Top of DATA SHOWN

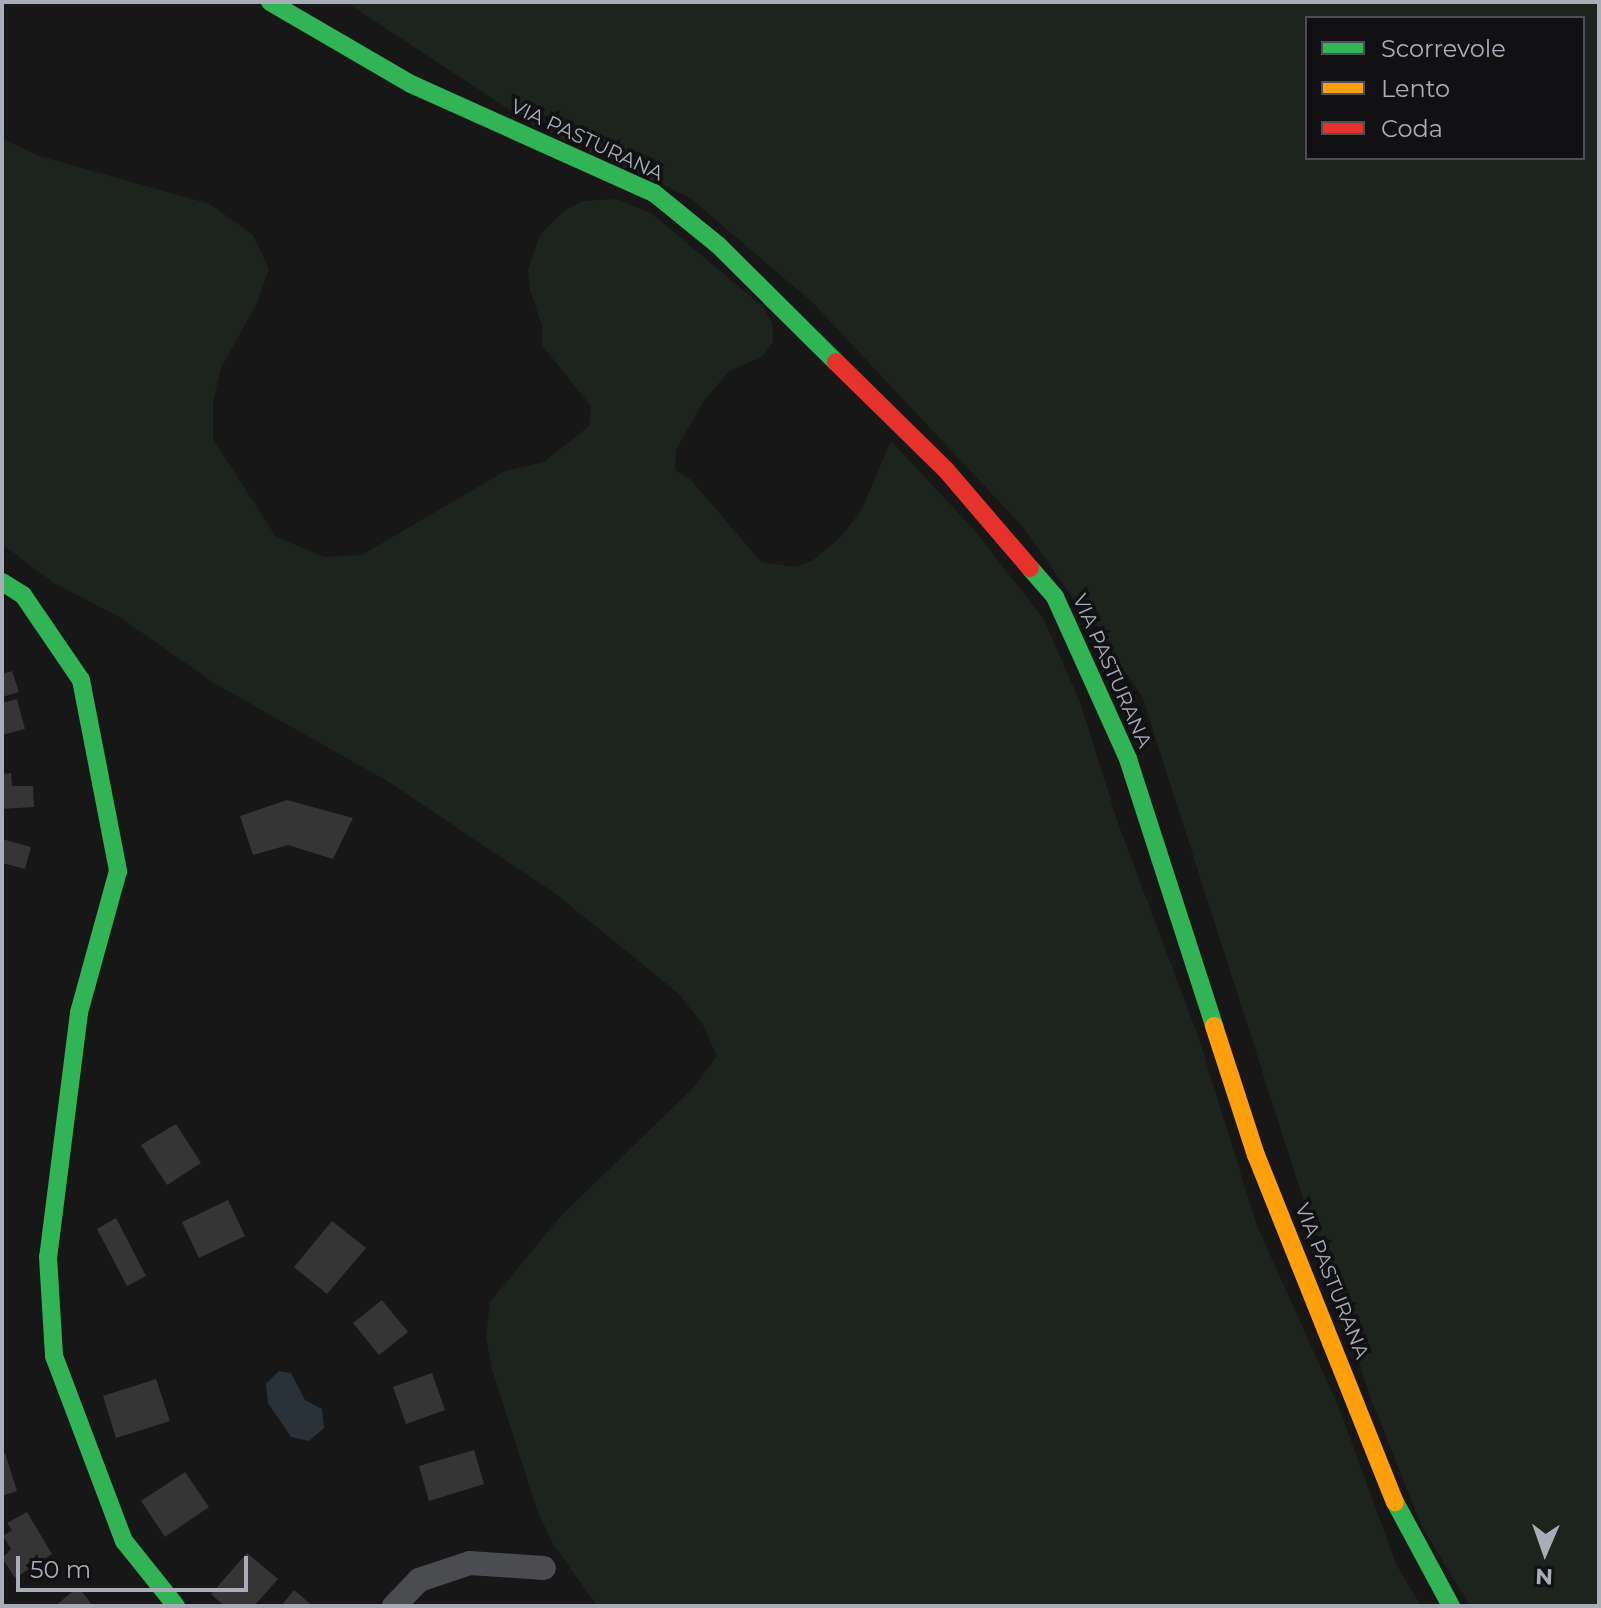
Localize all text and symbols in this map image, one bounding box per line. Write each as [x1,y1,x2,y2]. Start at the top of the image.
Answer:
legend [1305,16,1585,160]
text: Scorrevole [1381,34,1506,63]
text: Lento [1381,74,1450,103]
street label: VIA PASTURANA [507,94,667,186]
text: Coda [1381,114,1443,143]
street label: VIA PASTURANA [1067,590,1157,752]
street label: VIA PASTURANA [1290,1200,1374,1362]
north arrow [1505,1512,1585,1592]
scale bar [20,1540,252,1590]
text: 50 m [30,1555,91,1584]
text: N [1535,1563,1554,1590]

Bottom of DATA SHOWN

### YOUR GOAL
Write out each entry above once more, exactly as written, and drop the pictures.

### EXERCISE OUTPUT
Localize all text and symbols in this map image, one bounding box per line. Write each as [x1,y1,x2,y2]. Start at the top of the image.
Answer:
legend [1305,16,1585,160]
text: Scorrevole [1381,34,1506,63]
text: Lento [1381,74,1450,103]
street label: VIA PASTURANA [507,94,667,186]
text: Coda [1381,114,1443,143]
street label: VIA PASTURANA [1067,590,1157,752]
street label: VIA PASTURANA [1290,1200,1374,1362]
north arrow [1505,1512,1585,1592]
scale bar [20,1540,252,1590]
text: 50 m [30,1555,91,1584]
text: N [1535,1563,1554,1590]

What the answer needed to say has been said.